→ Exercise directions: Each record should be given again exactly, and any picture in it left out.

----------------------------------------

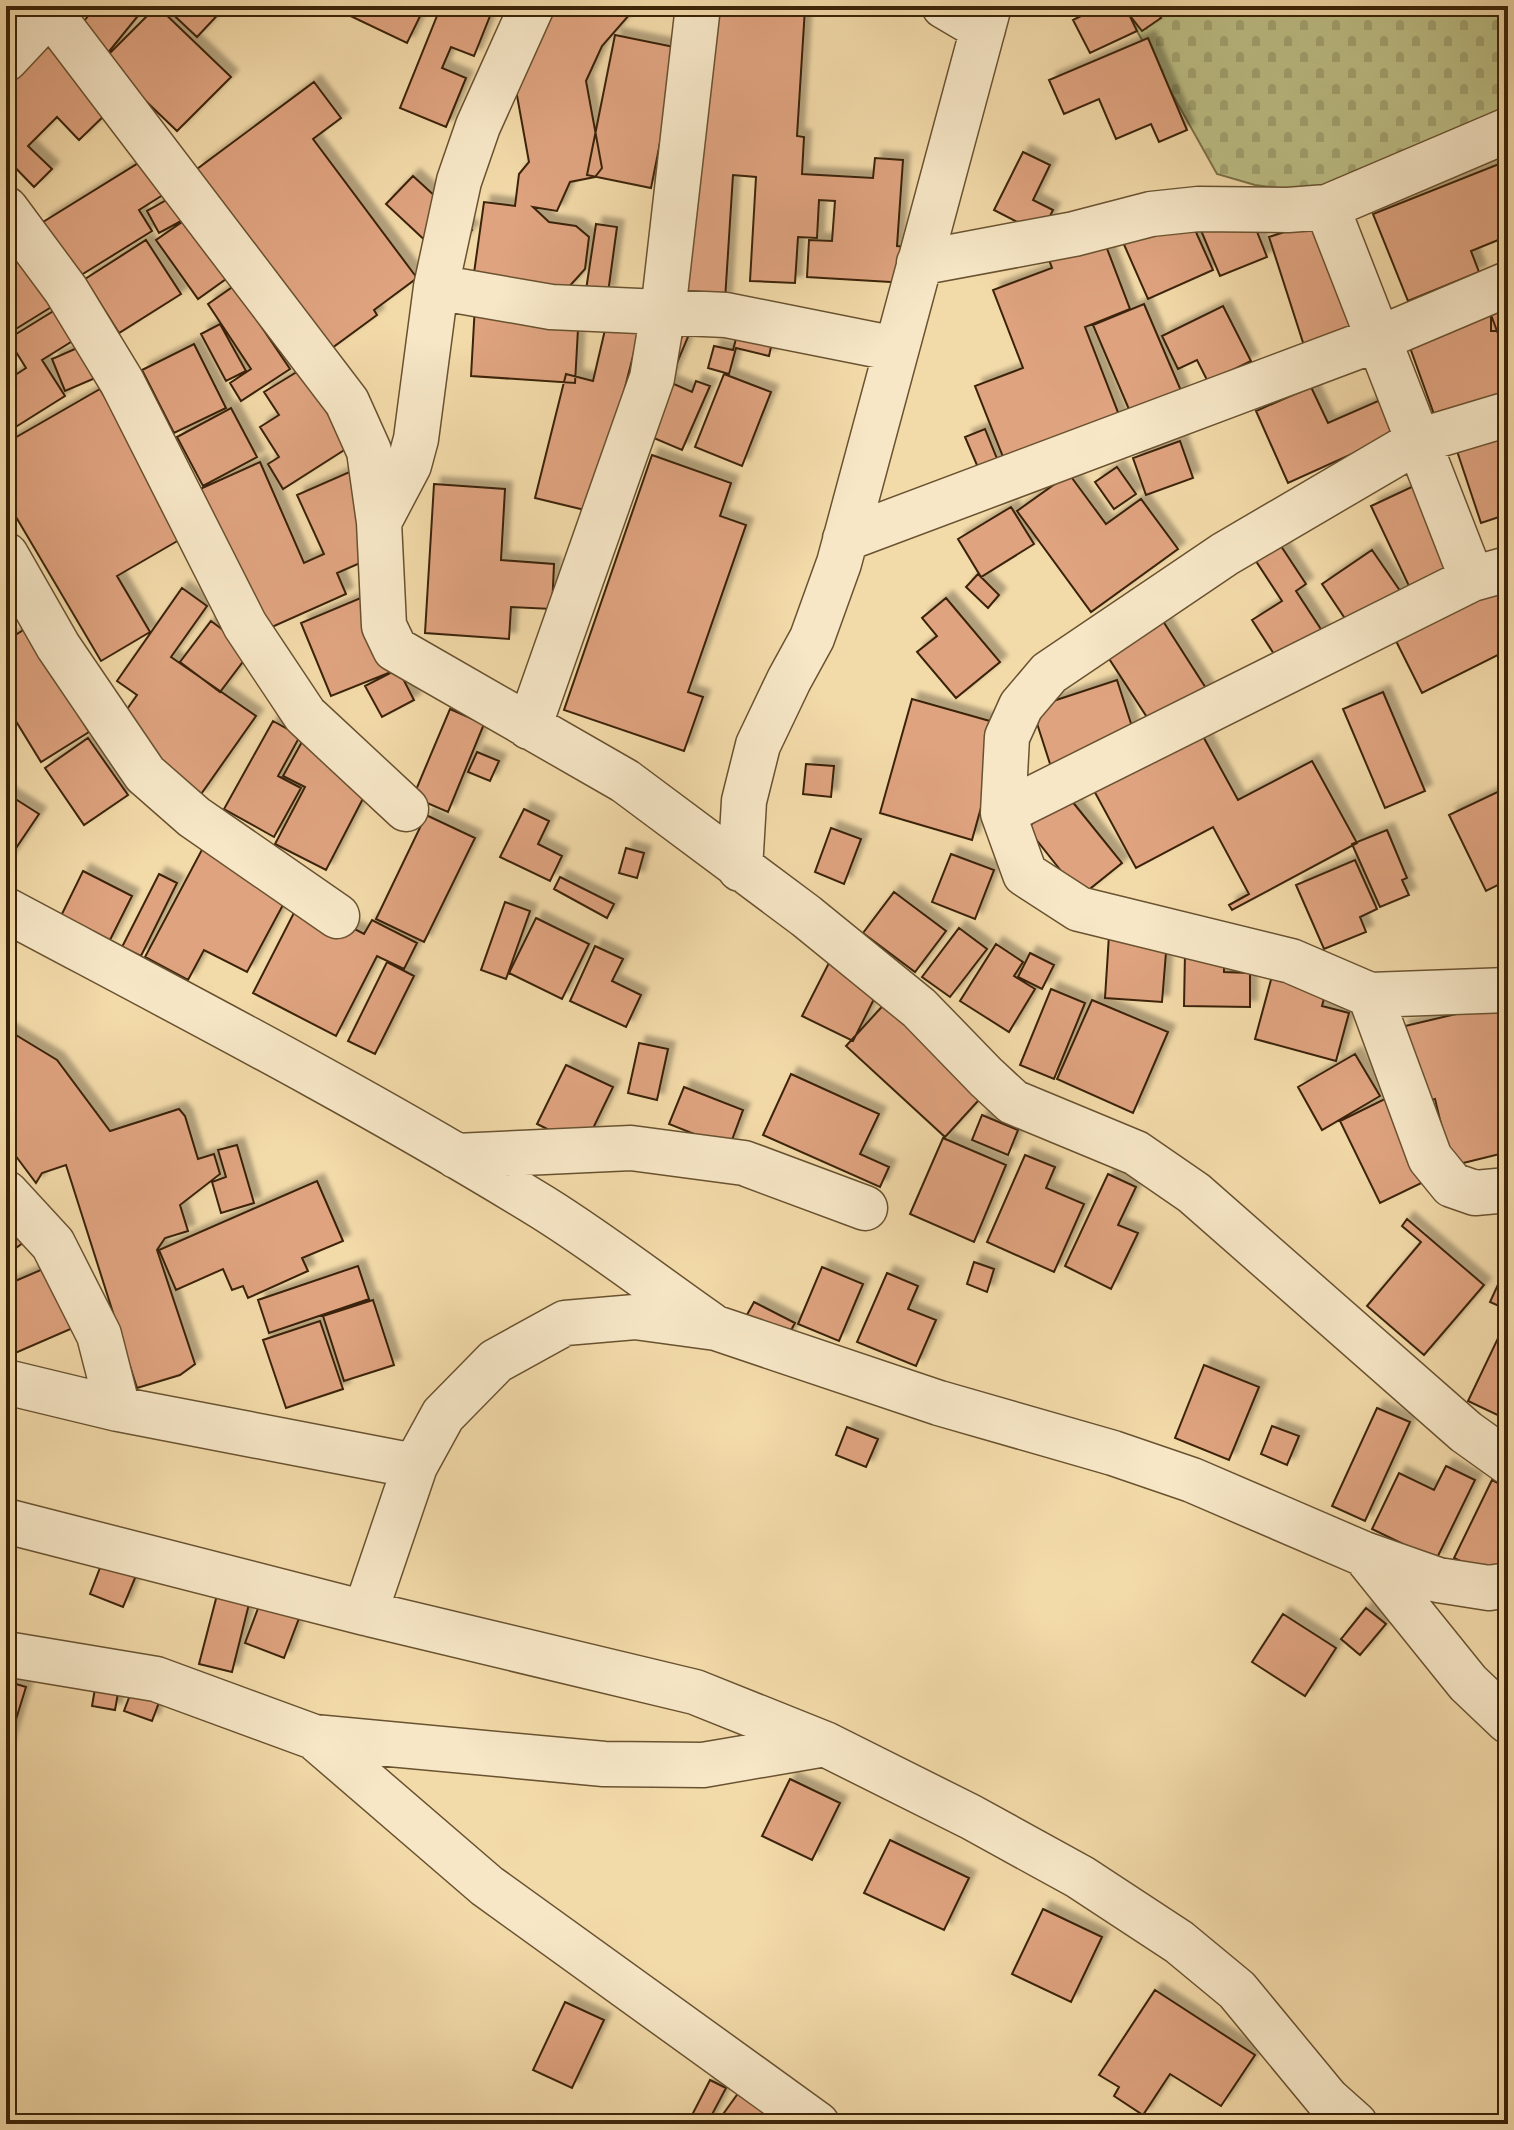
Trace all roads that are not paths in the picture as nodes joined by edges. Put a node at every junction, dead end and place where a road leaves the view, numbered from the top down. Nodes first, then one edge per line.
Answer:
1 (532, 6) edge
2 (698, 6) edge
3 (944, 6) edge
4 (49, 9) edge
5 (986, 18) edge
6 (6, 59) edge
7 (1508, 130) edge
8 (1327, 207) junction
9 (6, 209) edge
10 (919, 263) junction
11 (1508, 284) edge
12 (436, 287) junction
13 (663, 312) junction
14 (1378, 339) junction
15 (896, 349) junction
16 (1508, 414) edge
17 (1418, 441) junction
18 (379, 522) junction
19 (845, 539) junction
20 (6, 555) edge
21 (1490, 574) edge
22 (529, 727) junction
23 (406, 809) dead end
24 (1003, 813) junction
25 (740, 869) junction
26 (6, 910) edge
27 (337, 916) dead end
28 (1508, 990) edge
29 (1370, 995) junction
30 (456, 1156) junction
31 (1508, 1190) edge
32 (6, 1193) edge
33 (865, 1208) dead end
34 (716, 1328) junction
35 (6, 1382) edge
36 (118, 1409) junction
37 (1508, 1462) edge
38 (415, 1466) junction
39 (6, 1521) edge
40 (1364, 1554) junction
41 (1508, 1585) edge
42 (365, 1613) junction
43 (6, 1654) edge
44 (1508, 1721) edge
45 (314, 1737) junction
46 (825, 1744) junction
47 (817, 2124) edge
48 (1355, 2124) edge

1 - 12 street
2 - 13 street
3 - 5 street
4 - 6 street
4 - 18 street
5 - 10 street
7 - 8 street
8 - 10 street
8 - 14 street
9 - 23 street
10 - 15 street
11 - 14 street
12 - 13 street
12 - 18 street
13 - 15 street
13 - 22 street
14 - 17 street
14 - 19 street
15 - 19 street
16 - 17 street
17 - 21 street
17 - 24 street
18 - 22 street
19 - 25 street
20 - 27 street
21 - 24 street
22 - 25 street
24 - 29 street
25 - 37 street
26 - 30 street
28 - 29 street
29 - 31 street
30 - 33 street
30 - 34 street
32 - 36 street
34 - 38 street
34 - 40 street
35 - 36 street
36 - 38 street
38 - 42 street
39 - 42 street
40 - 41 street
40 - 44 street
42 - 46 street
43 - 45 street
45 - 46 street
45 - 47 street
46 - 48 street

----------------------------------------

→ Task result:
Trace all roads that are not paths in the picture as nodes joined by edges. Put a node at every junction, dead end and place where a road leaves the view, numbered from the top down. Nodes first, then one edge per line.
Answer:
1 (532, 6) edge
2 (698, 6) edge
3 (944, 6) edge
4 (49, 9) edge
5 (986, 18) edge
6 (6, 59) edge
7 (1508, 130) edge
8 (1327, 207) junction
9 (6, 209) edge
10 (919, 263) junction
11 (1508, 284) edge
12 (436, 287) junction
13 (663, 312) junction
14 (1378, 339) junction
15 (896, 349) junction
16 (1508, 414) edge
17 (1418, 441) junction
18 (379, 522) junction
19 (845, 539) junction
20 (6, 555) edge
21 (1490, 574) edge
22 (529, 727) junction
23 (406, 809) dead end
24 (1003, 813) junction
25 (740, 869) junction
26 (6, 910) edge
27 (337, 916) dead end
28 (1508, 990) edge
29 (1370, 995) junction
30 (456, 1156) junction
31 (1508, 1190) edge
32 (6, 1193) edge
33 (865, 1208) dead end
34 (716, 1328) junction
35 (6, 1382) edge
36 (118, 1409) junction
37 (1508, 1462) edge
38 (415, 1466) junction
39 (6, 1521) edge
40 (1364, 1554) junction
41 (1508, 1585) edge
42 (365, 1613) junction
43 (6, 1654) edge
44 (1508, 1721) edge
45 (314, 1737) junction
46 (825, 1744) junction
47 (817, 2124) edge
48 (1355, 2124) edge

1 - 12 street
2 - 13 street
3 - 5 street
4 - 6 street
4 - 18 street
5 - 10 street
7 - 8 street
8 - 10 street
8 - 14 street
9 - 23 street
10 - 15 street
11 - 14 street
12 - 13 street
12 - 18 street
13 - 15 street
13 - 22 street
14 - 17 street
14 - 19 street
15 - 19 street
16 - 17 street
17 - 21 street
17 - 24 street
18 - 22 street
19 - 25 street
20 - 27 street
21 - 24 street
22 - 25 street
24 - 29 street
25 - 37 street
26 - 30 street
28 - 29 street
29 - 31 street
30 - 33 street
30 - 34 street
32 - 36 street
34 - 38 street
34 - 40 street
35 - 36 street
36 - 38 street
38 - 42 street
39 - 42 street
40 - 41 street
40 - 44 street
42 - 46 street
43 - 45 street
45 - 46 street
45 - 47 street
46 - 48 street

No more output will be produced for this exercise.